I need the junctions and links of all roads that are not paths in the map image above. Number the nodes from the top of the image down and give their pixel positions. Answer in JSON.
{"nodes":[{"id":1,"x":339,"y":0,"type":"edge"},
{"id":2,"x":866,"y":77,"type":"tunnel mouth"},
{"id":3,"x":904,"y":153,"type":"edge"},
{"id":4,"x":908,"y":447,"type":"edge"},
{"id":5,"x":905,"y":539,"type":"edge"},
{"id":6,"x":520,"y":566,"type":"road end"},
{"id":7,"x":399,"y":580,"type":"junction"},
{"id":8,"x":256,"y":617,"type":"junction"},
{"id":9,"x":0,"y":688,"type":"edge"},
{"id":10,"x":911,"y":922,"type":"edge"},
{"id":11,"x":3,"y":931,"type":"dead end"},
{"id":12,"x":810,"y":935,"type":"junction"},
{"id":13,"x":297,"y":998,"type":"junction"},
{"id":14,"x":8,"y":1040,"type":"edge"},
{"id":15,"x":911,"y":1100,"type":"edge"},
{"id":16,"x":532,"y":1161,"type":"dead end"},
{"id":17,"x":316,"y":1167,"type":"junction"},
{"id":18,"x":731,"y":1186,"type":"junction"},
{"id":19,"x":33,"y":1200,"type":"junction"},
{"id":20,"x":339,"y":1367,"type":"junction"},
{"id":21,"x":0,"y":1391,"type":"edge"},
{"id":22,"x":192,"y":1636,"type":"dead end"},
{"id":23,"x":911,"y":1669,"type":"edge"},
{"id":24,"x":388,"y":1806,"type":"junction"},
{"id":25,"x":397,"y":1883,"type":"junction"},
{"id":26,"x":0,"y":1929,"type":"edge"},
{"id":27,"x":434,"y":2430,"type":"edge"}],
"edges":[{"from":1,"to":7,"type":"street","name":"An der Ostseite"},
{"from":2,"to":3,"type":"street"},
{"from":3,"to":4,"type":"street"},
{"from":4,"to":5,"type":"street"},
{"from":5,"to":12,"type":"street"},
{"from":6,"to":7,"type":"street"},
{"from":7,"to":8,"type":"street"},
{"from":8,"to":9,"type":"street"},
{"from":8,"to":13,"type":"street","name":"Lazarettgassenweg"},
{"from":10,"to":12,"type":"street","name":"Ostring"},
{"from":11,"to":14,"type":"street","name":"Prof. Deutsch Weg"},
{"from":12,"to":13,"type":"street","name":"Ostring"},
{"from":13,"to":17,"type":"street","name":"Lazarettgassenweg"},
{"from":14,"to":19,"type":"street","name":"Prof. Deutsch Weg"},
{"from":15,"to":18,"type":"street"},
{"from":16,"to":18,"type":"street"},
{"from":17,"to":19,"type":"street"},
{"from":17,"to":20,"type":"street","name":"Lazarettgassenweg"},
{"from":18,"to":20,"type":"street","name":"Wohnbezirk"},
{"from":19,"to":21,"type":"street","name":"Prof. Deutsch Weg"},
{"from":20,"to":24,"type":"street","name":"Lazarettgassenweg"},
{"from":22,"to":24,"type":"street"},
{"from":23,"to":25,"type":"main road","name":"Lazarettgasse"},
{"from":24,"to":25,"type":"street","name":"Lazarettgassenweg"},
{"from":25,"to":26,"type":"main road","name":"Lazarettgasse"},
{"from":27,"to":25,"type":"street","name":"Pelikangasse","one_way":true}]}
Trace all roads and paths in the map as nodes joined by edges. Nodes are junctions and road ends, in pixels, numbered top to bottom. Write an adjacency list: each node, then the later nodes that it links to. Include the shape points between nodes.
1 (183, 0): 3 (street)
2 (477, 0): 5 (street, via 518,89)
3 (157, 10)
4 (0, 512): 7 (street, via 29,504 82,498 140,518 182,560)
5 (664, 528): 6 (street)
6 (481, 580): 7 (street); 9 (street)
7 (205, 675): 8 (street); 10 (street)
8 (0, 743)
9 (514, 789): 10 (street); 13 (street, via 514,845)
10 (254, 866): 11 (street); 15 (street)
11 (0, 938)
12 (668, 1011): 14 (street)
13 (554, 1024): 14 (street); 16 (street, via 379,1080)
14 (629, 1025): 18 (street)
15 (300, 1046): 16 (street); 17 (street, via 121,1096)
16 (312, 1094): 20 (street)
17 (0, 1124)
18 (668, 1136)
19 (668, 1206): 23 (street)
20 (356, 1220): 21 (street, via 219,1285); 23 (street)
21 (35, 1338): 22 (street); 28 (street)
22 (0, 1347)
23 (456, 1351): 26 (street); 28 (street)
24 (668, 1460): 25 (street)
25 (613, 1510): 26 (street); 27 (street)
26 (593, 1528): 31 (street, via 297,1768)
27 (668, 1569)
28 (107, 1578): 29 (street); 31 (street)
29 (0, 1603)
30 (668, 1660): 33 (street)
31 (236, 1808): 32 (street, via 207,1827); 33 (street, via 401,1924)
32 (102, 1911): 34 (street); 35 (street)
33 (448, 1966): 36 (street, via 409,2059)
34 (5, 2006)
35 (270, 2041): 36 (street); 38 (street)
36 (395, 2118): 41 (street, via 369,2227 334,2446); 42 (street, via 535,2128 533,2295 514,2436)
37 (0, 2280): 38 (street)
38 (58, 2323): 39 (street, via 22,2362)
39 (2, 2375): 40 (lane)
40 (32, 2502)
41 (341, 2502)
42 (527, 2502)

━━━━━━

Exercise requirements> Reply with exactly the lines above from the one that contains "Trace all roads" through the final line of the material, and with nothing else.

Expected output>
Trace all roads and paths in the map as nodes joined by edges. Nodes are junctions and road ends, in pixels, numbered top to bottom. Write an adjacency list: each node, then the later nodes that it links to. Include the shape points between nodes.
1 (183, 0): 3 (street)
2 (477, 0): 5 (street, via 518,89)
3 (157, 10)
4 (0, 512): 7 (street, via 29,504 82,498 140,518 182,560)
5 (664, 528): 6 (street)
6 (481, 580): 7 (street); 9 (street)
7 (205, 675): 8 (street); 10 (street)
8 (0, 743)
9 (514, 789): 10 (street); 13 (street, via 514,845)
10 (254, 866): 11 (street); 15 (street)
11 (0, 938)
12 (668, 1011): 14 (street)
13 (554, 1024): 14 (street); 16 (street, via 379,1080)
14 (629, 1025): 18 (street)
15 (300, 1046): 16 (street); 17 (street, via 121,1096)
16 (312, 1094): 20 (street)
17 (0, 1124)
18 (668, 1136)
19 (668, 1206): 23 (street)
20 (356, 1220): 21 (street, via 219,1285); 23 (street)
21 (35, 1338): 22 (street); 28 (street)
22 (0, 1347)
23 (456, 1351): 26 (street); 28 (street)
24 (668, 1460): 25 (street)
25 (613, 1510): 26 (street); 27 (street)
26 (593, 1528): 31 (street, via 297,1768)
27 (668, 1569)
28 (107, 1578): 29 (street); 31 (street)
29 (0, 1603)
30 (668, 1660): 33 (street)
31 (236, 1808): 32 (street, via 207,1827); 33 (street, via 401,1924)
32 (102, 1911): 34 (street); 35 (street)
33 (448, 1966): 36 (street, via 409,2059)
34 (5, 2006)
35 (270, 2041): 36 (street); 38 (street)
36 (395, 2118): 41 (street, via 369,2227 334,2446); 42 (street, via 535,2128 533,2295 514,2436)
37 (0, 2280): 38 (street)
38 (58, 2323): 39 (street, via 22,2362)
39 (2, 2375): 40 (lane)
40 (32, 2502)
41 (341, 2502)
42 (527, 2502)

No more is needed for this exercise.